Being that kind of Immortal would mean your atoms would need to be denser than a singularity.. I mean let’s face it, being indestructible is ALLOT harder than you think.
I don’t think that’s what this anime is trying portray, seems the chap is just rather hard to kill and somehow got himself surrounded by those who enjoy torturing people. Never a good combination.
It’s not truly immortality or invulnerability, but rather an extreme regeneration factor. In fact, for the regeneration to trigger, they actually have to die first.
Sounds interesting. I like stories with well-developed settings and the premise sounds like it has some potential.

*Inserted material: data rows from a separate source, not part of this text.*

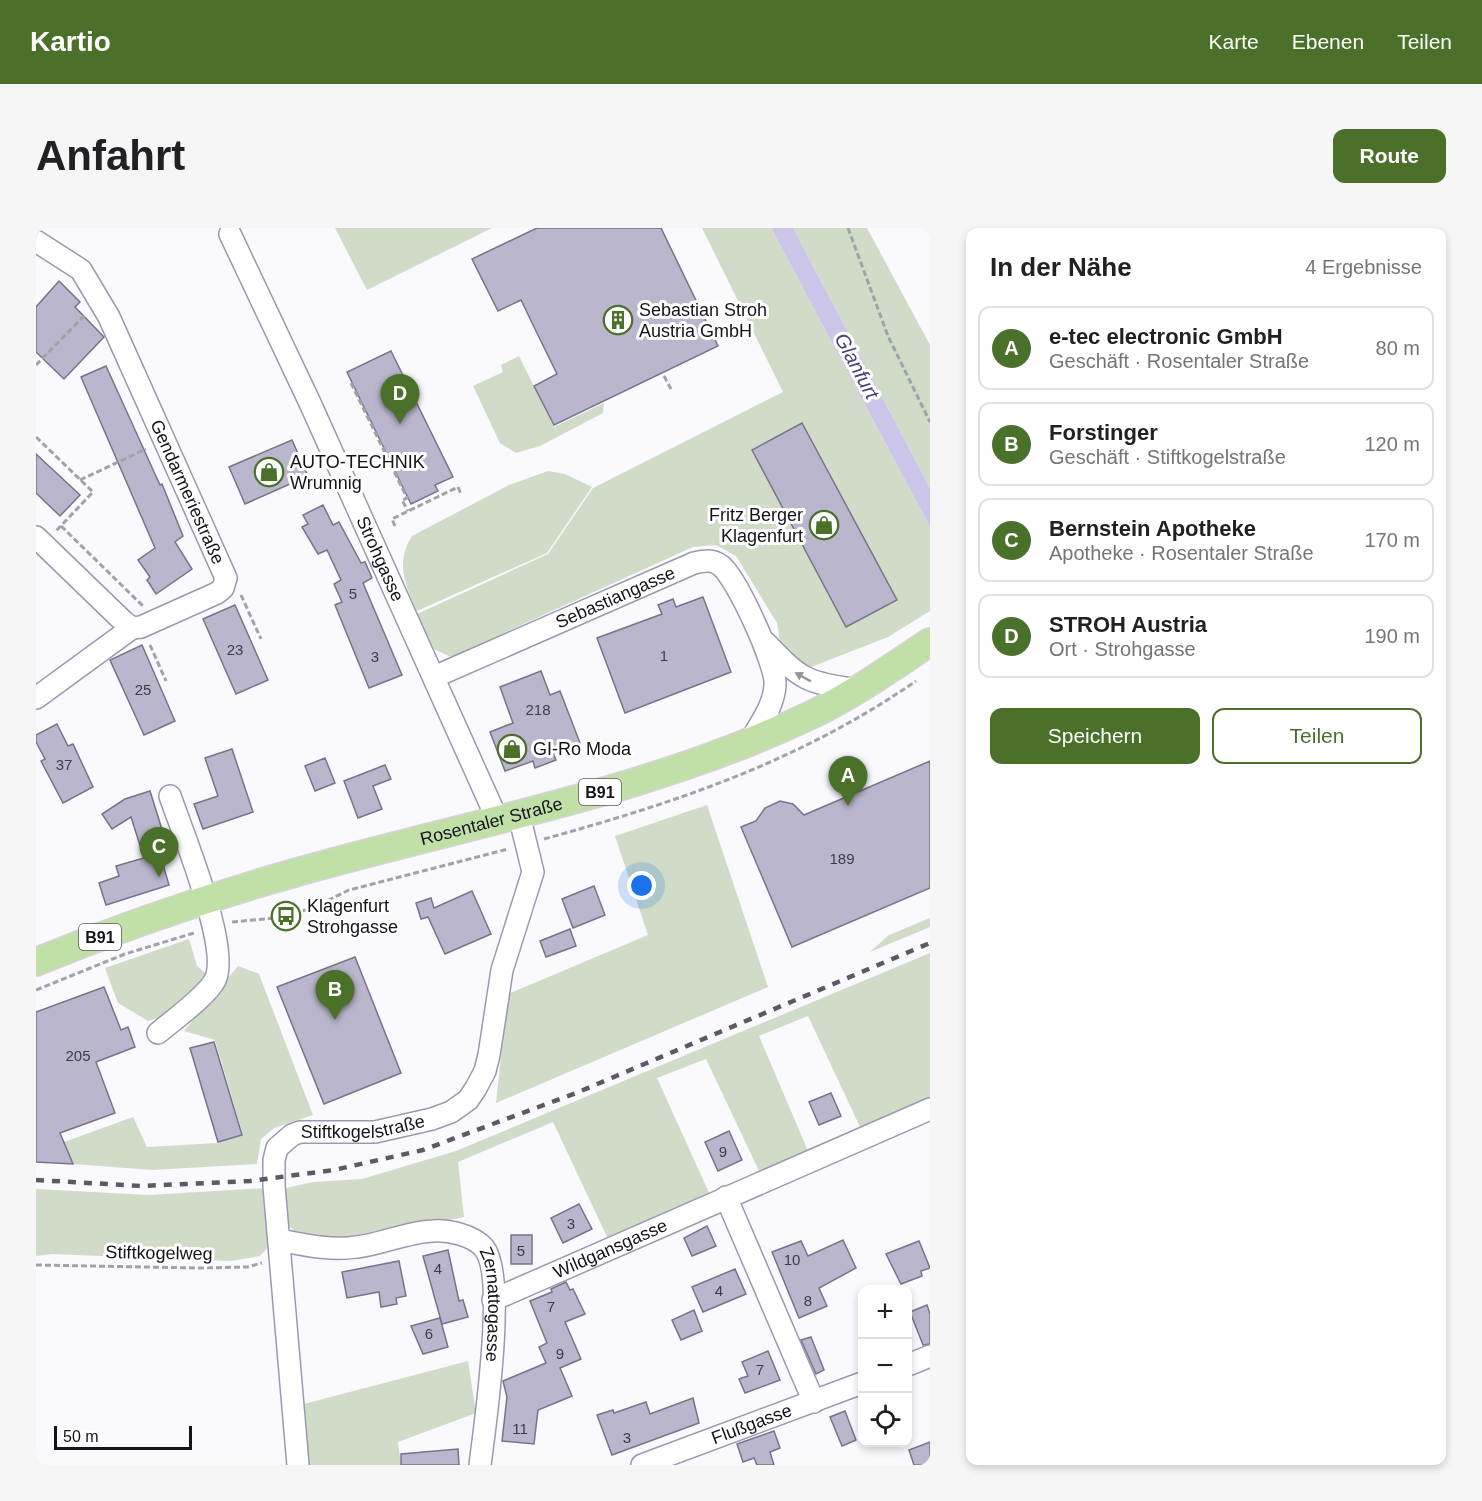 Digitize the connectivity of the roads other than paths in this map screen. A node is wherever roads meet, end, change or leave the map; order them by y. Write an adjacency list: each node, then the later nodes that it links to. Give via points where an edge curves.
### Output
1 (46, 228): 3 (street, Gendarmeriestraße)
2 (230, 234): 8 (street, Strohgasse)
3 (36, 240): 5 (street, Gendarmeriestraße, via 81,270 109,317 226,578 218,593)
4 (40, 540): 5 (street, via 124,622)
5 (144, 625): 10 (street, Gendarmeriestraße)
6 (762, 639): 8 (street, Sebastiangasse, via 731,578 721,565 709,560 694,563); 9 (street, Sebastiangasse, one-way to 6, via 813,683 793,671); 11 (street, Sebastiangasse, via 776,681 775,691)
7 (930, 642): 9 (main road, Rosentaler Straße / B91)
8 (434, 677): 13 (street, Strohgasse)
9 (858, 690): 11 (main road, Rosentaler Straße / B91)
10 (36, 698)
11 (749, 742): 13 (main road, Rosentaler Straße / B91, via 680,769)
12 (170, 796): 14 (street)
13 (508, 818): 14 (main road, Rosentaler Straße / B91); 19 (street, Stiftkogelstraße, via 533,872 502,969 485,1071 468,1100 432,1119 375,1131 300,1132 285,1140 273,1160)
14 (204, 899): 15 (main road, Rosentaler Straße / B91); 16 (street, via 220,956 215,980)
15 (36, 962)
16 (158, 1033)
17 (930, 1109): 18 (street, Wildgansgasse)
18 (726, 1197): 20 (street, Wildgansgasse); 24 (street)
19 (280, 1249): 20 (street, Zernattogasse, via 356,1247 432,1231 455,1233 474,1239 485,1249 493,1274); 25 (street, Stiftkogelstraße)
20 (493, 1300): 26 (street, Zernattogasse, via 493,1343)
21 (930, 1356): 22 (street)
22 (912, 1363)
23 (858, 1385): 24 (street, Flußgasse)
24 (814, 1402): 27 (street, Flußgasse)
25 (298, 1465)
26 (480, 1465)
27 (642, 1465)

Minor grammatical complaint:
It’s a minor thing really, but this has always irked me. The phrase is “be-all and end-all”, not the other way around. It means something that gets the job done and leaves no loose ends, it makes less contextual sense with “end-all” at the start. I know it’s taken on additional meanings over the years but could we at least try to keep Shakespeare’s original wording intact?I read a few chapters of the manga & really enjoyed it but am sure that the CGI stle animation will shit me like it always does.
The manga is really cool. It has a few glaring plotholes but its a well told and well-paced (unless you are awaiting for each new chapter to come) edge-of-your-seat thriller where the protagonist pushes ahead by outsmarting friends and foes.
The animation looks like s solid step up from Knights of Sidonia.
I haven’t read the manga, I haven’t watched the anime, but the central premise is ludicrous. Not the immortality, but the idea that immortals would be turned into lab rats. A 15 year old kid survives a fatal car accident and everyone’s plan a is “capture and vivisect”? Come on.
“I find it a bit of a stretch that random people are having their human rights taken away and are being subjected to human experimentation in modern Japan simply because they don’t die.”
*I’ve only read the first few manga*
Ajin are an insanely valuable (potential) resource for testing, military operation, hazard work, etc.. but all that potential is wrapped up in human rights. Unsurprisingly, the rich operators in these fields managed to successfully campaign them as “not-human” so human rights for them. And a scare campaign to make the public view them as alien and a possible threat to humanity.